Allan Kierstein Jepsen (born 4 July 1977 in Kolding) is a Danish former professional football player and current U17 manager at FC Midtjylland.

He played as a left back for a number of clubs, spending most of his career with Aalborg Boldspilklub. Jepsen played two games for the Denmark national football team.

Career
Starting his professional career at AGF, Jepsen was a promising talent for many years, and was capped 24 times for the Danish national U21 team, while playing abroad for prominent teams Heerenveen and Hamburg. The young defender, however, never broke into the starting eleven on the highest level, and before the 2000–01 season he returned to the Danish Superliga outfit AaB, poised to replace club legend Jens Jessen. After almost 200 matches for AaB, Jepsen finally achieved a full cap for the Danish national team on 2 June 2005, coming on for Niclas Jensen at the 71st minute in the 1–0 win over Finland.

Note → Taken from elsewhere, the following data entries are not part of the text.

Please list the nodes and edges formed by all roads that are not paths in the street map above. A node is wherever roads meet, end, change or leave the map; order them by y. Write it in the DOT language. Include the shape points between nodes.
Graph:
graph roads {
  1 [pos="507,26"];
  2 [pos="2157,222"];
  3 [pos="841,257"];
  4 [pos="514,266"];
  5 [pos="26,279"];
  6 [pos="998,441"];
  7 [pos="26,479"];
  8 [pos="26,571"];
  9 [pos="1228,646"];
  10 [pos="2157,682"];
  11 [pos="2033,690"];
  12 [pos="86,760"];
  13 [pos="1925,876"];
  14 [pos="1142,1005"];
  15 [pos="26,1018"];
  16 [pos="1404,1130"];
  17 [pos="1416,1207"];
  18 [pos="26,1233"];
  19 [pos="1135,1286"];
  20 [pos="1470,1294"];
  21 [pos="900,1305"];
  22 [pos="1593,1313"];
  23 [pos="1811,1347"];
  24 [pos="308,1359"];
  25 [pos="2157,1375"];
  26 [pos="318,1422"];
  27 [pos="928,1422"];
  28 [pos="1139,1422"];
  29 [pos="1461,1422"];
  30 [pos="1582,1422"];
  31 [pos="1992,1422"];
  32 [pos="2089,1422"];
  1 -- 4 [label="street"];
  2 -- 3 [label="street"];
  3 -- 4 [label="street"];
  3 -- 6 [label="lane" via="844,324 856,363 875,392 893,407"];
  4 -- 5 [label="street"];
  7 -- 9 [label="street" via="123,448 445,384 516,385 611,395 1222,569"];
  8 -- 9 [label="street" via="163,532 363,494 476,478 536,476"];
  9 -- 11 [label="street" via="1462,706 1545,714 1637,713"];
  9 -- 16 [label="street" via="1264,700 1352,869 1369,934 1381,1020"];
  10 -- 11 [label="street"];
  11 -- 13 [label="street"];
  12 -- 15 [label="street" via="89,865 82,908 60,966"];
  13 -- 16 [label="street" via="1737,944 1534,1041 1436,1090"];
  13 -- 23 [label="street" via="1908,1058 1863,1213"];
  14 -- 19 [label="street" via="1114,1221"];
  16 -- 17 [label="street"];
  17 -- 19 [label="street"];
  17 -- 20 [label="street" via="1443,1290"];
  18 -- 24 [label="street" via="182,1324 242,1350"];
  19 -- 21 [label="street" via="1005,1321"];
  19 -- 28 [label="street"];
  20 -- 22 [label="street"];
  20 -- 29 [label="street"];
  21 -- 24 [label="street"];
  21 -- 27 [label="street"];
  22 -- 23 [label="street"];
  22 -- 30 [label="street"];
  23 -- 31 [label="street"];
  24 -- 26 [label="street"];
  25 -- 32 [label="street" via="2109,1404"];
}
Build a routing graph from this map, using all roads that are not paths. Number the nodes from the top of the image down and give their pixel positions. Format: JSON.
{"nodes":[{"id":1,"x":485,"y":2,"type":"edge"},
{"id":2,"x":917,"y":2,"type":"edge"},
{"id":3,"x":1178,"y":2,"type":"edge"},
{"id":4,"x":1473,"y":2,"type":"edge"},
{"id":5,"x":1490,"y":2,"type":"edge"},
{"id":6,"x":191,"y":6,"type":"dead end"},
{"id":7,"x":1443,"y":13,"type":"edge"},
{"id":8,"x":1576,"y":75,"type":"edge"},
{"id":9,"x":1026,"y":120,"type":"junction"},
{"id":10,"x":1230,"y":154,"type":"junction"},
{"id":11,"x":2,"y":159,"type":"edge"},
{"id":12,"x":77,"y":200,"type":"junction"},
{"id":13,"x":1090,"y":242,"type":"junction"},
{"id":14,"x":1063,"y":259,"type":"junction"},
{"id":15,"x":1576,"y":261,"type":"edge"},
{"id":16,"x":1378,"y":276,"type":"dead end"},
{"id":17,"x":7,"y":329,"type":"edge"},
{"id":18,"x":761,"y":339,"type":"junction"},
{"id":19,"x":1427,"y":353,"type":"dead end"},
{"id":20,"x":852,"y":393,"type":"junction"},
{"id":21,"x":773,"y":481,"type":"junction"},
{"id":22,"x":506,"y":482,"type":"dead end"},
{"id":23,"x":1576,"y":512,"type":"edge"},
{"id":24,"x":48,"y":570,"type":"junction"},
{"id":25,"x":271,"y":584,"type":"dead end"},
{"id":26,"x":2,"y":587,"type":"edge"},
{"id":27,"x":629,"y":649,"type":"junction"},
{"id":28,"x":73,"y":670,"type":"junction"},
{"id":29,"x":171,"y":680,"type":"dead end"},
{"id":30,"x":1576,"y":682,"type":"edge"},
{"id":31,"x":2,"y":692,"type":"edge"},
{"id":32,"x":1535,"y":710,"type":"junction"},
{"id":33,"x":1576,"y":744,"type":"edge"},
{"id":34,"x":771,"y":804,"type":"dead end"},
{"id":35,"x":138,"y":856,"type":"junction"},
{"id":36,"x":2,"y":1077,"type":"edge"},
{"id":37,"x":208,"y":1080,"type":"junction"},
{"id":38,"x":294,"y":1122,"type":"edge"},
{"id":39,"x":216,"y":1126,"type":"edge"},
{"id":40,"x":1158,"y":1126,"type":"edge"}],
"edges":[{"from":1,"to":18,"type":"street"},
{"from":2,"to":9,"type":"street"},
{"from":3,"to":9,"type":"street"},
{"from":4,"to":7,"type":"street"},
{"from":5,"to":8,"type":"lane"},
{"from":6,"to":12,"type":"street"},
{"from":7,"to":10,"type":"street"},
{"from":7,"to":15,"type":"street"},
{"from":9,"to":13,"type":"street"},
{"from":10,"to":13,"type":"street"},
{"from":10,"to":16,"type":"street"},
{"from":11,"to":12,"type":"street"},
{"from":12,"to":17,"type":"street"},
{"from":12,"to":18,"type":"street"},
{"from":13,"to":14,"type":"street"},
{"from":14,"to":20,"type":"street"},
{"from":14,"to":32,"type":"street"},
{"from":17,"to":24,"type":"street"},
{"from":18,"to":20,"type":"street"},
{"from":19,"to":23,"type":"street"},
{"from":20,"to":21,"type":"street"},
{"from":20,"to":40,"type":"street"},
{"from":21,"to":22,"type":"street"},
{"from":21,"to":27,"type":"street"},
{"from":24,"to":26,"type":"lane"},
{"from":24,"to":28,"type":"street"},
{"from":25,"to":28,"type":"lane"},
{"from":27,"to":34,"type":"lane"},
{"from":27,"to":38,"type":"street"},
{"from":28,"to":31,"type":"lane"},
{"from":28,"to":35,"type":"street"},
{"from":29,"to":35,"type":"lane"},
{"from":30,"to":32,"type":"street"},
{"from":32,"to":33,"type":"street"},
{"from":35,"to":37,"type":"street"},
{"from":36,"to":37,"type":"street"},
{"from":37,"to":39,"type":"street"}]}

On 13 March 2006, Jepsen used a clause in his contract as he signed for the Norwegian club Vålerenga for a €335,000 transfer fee. He revealed that the chance of playing in the UEFA Champions League was one of the chief reasons in choosing his new club. In June 2009, Vålerenga and the Danish club Randers made a transfer agreement for Jepsen. The Dane signed a six-month contract with the Danish side. Jepsen played his last match for Vålerenga on 14 June 2009.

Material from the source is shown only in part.